1…蒸気タービン 2…ロータ 21…ロータ軸 22…動翼 Ar…軸線 Da…軸方向 Dr…径方向 Dv…鉛直方向 Dh…水平方向 Dc…周方向 10…タービンステータ 3…仕切板 6…内輪 61…内輪外周面 62…内輪ノズル固定溝 63…内輪内周面 64…シール支持溝 65…ラビリンスシール 7…外輪 71…外輪内周面 72…外輪ノズル固定溝 73…外輪外周面 8…ノズル 81…内側シュラウドリング 811…内側凸部 82…翼部 83…外側シュラウドリング 831…外側凸部 50…溶接部 9…環状突出部 91…突出部外周面 92…突出部上流面 921…テーパ面 93…突出部下流面 94…突出部内周面 941…フィン 31…上半仕切板 311…上半仕切板分割面 32…下半仕切板 321…下半仕切板分割面 33…固定部 331…ボルト 332…ボルト挿入凹部 332a…ボルト当接面 332b…ボルト挿通孔 333…ボルト固定部 4…ケーシング 41…上半ケーシング 42…下半ケーシング 45…ケーシング位置決め凹部 451…凹部離間面 452…凹部底面 453…当接支持面

Claims (6)

  1. 軸線を中心とする周方向に延びる内輪と、前記内輪に対して前記軸線を基準とする径方向の外側に設けられ、前記周方向に延びる外輪と、前記内輪と前記外輪との間において前記周方向に複数設けられ、前記軸線の延びる軸方向の上流側から下流側に向かって流体を案内可能とされたノズルと、前記外輪から前記軸方向の下流側に突出し、前記外輪に沿って前記周方向に延びる環状突出部とを有する仕切板と、
    前記仕切板を前記径方向の外側から囲うとともに、前記環状突出部に対して前記軸方向の下流側から接触する当接支持面を有するケーシングとを備え
    前記仕切板は、
    半環状をなし、鉛直方向の下方を向く水平面である上半仕切板分割面を前記周方向の両端に有する上半仕切板と、
    半環状をなし、前記上半仕切板分割面に当接可能な下半仕切板分割面を前記周方向の両端に有する下半仕切板と、
    前記径方向において、前記外輪の外周面及び前記環状突出部の外周面の少なくとも一方よりも前記ノズルに近い位置で、前記上半仕切板の前記環状突出部と前記下半仕切板の前記環状突出部とを移動不能に固定する固定部とを有するタービンステータ。
  2. 前記環状突出部は、前記外輪において前記径方向の外側を向く外周面よりも前記径方向の外側に張り出している請求項1に記載のタービンステータ。
  3. 前記環状突出部は、前記径方向の外側を向く突出部外周面と、前記軸方向の上流側を向く突出部上流面とで形成される角部にテーパ面が形成されている請求項2に記載のタービンステータ。
  4. 前記環状突出部における前記径方向の内側を向く面には、フィンが設けられている請求項1から請求項3の何れか一項に記載のタービンステータ。
  5. 請求項1から請求項4のいずれか一項に記載のタービンステータと、
    前記タービンステータ内で前記軸線を中心に回転可能とされたロータとを備える蒸気タービン。
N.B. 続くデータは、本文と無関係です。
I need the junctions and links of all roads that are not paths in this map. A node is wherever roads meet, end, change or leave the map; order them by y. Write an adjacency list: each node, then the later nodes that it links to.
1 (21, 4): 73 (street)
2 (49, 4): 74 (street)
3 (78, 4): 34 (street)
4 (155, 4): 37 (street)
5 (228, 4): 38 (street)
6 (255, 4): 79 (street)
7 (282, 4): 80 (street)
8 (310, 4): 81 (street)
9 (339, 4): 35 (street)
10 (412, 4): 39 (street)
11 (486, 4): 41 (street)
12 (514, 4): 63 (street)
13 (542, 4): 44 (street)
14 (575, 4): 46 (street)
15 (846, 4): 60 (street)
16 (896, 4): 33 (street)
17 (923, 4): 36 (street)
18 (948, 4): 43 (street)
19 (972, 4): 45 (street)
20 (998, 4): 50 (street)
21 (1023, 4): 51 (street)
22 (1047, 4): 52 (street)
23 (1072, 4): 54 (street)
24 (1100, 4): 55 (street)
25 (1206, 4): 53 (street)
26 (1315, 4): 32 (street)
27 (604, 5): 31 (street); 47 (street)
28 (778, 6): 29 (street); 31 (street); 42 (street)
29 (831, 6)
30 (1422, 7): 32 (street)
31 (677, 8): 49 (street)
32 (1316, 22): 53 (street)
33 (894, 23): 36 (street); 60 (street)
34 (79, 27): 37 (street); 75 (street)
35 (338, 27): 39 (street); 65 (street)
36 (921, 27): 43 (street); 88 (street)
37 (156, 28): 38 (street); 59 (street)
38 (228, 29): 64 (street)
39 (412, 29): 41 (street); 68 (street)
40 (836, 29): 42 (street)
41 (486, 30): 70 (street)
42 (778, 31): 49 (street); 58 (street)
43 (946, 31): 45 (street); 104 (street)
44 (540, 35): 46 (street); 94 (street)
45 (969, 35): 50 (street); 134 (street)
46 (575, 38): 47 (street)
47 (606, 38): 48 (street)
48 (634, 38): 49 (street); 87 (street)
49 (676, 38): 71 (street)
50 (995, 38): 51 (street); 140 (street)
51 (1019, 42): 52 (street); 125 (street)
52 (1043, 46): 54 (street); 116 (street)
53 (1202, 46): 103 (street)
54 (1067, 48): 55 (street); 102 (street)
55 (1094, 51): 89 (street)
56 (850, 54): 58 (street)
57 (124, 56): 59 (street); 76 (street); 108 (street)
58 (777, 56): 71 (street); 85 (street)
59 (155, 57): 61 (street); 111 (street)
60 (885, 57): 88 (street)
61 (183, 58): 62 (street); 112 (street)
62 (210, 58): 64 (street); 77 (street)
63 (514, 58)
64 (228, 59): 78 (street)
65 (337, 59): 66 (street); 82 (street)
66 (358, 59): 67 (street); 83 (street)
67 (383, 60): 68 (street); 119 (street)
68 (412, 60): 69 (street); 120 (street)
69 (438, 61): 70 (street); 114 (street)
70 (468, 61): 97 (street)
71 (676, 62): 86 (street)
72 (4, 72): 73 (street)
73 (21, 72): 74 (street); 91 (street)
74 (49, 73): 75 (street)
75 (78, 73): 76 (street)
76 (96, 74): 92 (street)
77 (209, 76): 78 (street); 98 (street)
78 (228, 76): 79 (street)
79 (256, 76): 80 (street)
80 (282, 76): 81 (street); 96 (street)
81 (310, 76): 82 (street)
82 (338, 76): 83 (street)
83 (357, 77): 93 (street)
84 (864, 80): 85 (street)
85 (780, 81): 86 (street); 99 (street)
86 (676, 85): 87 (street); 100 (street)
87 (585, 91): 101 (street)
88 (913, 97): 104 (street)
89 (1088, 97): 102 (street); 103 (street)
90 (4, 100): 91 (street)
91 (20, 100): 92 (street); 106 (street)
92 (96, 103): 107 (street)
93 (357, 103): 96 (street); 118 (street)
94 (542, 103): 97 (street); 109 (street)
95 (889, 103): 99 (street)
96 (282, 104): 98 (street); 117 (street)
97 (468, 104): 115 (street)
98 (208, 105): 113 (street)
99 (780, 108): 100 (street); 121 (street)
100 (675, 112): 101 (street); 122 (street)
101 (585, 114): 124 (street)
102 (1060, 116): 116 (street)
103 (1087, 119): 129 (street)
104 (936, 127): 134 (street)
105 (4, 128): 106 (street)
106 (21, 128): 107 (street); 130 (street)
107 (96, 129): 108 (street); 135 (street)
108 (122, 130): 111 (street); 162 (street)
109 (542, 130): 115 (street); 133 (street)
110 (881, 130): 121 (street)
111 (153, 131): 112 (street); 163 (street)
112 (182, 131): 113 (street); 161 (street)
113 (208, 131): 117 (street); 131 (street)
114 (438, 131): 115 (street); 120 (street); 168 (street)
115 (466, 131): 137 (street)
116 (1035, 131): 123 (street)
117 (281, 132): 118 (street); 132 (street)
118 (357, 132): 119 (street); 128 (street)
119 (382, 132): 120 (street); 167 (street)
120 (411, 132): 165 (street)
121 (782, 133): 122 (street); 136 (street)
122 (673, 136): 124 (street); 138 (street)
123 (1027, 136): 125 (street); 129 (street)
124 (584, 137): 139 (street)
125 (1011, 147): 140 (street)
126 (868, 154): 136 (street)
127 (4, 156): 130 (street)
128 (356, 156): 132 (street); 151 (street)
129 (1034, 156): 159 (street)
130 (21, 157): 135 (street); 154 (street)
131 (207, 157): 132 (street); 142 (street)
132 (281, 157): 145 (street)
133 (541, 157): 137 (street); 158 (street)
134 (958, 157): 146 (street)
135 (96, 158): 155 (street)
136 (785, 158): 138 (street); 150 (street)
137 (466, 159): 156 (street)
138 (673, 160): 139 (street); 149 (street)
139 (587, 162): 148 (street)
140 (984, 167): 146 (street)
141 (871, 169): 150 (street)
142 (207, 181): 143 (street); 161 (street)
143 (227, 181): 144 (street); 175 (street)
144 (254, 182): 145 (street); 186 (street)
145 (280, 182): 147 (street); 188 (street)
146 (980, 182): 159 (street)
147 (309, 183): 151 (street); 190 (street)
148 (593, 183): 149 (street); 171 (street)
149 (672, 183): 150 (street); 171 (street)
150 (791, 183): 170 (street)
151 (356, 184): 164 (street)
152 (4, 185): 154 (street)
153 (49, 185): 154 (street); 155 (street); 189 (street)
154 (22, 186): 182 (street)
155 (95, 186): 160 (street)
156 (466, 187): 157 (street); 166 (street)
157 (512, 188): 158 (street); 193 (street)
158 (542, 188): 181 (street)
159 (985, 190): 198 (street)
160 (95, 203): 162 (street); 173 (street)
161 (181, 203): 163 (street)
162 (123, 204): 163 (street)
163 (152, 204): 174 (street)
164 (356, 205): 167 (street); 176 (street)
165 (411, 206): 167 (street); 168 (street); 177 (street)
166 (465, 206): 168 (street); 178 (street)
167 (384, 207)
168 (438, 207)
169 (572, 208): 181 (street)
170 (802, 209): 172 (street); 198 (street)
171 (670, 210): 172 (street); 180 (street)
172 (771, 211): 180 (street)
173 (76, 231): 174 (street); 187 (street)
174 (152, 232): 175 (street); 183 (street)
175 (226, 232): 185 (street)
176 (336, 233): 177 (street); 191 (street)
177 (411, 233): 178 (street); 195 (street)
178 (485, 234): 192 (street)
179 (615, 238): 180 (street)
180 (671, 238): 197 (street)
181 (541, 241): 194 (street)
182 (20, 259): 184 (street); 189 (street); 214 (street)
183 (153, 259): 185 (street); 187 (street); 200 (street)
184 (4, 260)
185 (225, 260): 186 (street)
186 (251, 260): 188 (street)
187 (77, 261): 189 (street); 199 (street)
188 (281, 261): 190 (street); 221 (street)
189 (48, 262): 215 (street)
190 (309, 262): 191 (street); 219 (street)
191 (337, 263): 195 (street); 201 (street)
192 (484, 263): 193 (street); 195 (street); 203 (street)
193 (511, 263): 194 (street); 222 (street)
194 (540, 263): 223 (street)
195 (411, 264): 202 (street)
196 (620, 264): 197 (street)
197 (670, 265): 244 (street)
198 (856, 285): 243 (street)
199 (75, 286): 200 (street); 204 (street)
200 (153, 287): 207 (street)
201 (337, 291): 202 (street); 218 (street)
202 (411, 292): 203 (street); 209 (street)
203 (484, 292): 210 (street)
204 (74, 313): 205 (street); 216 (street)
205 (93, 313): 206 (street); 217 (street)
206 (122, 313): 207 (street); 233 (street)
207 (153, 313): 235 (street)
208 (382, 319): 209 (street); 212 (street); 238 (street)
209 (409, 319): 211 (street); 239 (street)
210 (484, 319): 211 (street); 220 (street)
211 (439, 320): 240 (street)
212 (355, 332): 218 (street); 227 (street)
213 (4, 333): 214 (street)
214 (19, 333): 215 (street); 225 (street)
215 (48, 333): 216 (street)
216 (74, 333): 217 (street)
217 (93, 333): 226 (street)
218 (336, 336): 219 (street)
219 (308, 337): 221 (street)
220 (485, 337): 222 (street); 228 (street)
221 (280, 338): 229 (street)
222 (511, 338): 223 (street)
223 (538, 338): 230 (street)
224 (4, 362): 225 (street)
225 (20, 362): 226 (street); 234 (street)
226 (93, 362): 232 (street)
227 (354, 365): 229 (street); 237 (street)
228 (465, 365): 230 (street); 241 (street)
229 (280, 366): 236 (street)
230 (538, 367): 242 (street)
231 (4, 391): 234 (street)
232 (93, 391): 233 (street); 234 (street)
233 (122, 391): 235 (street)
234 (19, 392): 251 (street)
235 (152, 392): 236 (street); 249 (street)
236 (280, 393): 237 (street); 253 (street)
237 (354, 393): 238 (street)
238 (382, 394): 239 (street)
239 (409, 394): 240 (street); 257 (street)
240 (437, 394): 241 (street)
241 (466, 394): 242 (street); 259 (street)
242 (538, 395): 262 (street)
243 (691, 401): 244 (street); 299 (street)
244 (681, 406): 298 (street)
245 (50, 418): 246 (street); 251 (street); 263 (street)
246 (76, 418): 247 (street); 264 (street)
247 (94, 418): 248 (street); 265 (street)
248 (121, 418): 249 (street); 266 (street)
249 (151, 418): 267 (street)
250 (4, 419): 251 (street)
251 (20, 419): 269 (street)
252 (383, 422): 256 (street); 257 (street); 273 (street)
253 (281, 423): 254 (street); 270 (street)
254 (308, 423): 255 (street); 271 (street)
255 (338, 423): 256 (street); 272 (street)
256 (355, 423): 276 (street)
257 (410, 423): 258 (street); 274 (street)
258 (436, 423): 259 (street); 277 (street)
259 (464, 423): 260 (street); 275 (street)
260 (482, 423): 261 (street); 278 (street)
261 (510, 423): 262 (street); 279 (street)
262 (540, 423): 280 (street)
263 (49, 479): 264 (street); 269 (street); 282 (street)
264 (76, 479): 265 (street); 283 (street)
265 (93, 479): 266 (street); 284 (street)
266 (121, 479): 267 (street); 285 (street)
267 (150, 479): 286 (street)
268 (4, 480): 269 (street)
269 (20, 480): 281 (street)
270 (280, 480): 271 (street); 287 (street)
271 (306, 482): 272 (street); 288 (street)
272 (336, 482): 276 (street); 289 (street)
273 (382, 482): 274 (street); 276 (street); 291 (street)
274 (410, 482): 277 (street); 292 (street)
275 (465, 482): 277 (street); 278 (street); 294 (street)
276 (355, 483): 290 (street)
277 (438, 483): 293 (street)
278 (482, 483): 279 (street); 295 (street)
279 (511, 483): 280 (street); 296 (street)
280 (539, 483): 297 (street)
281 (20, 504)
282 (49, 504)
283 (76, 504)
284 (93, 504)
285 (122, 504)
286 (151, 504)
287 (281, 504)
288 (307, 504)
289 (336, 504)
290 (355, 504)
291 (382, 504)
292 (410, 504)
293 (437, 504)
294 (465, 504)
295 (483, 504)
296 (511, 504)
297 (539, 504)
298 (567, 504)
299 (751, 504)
  6. 半環状をなし、鉛直方向の下方を向く水平面である上半仕切板分割面を軸線を中心とする周方向の両端に有する上半仕切板と、
    半環状をなし、前記上半仕切板分割面に当接可能な下半仕切板分割面を前記周方向の両端に有する下半仕切板と、を有し、
    前記上半仕切板及び前記下半仕切板は、
    前記周方向に延びる内輪と、
    前記内輪に対して前記軸線を中心とする径方向の外側に設けられ、前記周方向に延びる外輪と、
    前記内輪と前記外輪との間において前記周方向に複数設けられ、前記軸線の延びる軸方向の上流側から下流側に向かって流体を案内可能とされたノズルと、
    前記外輪から前記軸方向の下流側に突出し、前記外輪に沿って前記周方向に延びる環状突出部と、をそれぞれ有し、
    前記環状突出部は、前記外輪において前記径方向の外側を向く外周面よりも前記径方向の外側に張り出し
    前記径方向において、前記外輪の外周面及び前記環状突出部の外周面の少なくとも一方よりも前記ノズルに近い位置で、前記上半仕切板の前記環状突出部と前記下半仕切板の前記環状突出部とを移動不能に固定する固定部をさらに有する仕切板。